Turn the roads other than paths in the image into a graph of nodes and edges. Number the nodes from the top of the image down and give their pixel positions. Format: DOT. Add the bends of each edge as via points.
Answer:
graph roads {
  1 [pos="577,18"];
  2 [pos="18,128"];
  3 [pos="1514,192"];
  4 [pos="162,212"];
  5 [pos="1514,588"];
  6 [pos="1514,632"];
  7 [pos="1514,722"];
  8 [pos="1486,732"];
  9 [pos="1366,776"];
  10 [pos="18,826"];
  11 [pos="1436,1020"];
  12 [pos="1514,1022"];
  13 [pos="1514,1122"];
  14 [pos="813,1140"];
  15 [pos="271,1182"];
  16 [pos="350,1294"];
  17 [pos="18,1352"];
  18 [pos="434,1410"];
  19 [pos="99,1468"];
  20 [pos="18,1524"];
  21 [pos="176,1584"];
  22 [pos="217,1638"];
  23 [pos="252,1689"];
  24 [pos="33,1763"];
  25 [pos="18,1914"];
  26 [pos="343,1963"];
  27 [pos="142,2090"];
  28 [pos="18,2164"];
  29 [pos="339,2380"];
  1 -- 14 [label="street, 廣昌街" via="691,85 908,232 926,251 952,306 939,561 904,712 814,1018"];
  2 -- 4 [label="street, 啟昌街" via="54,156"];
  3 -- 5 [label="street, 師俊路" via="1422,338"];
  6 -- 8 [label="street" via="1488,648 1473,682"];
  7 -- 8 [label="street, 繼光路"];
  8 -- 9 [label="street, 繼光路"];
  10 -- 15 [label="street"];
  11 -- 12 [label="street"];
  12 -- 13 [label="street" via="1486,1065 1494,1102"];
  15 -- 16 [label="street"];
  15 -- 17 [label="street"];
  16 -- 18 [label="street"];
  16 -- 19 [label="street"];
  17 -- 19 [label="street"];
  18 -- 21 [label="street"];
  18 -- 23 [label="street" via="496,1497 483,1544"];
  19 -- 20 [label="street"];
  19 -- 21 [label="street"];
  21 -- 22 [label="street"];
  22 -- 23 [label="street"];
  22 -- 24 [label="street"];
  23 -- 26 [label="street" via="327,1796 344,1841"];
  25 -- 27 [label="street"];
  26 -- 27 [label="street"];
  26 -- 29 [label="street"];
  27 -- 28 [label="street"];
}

EXERCISE REQUIREMENTS —
Could you filter the entries above for lines holding the string "roads" and copy them?

YOUR RESPONSE —
Turn the roads other than paths in the image into a graph of nodes and edges. Number the nodes from the top of the image down and give their pixel positions. Format: DOT. Add the bends of each edge as via points.
graph roads {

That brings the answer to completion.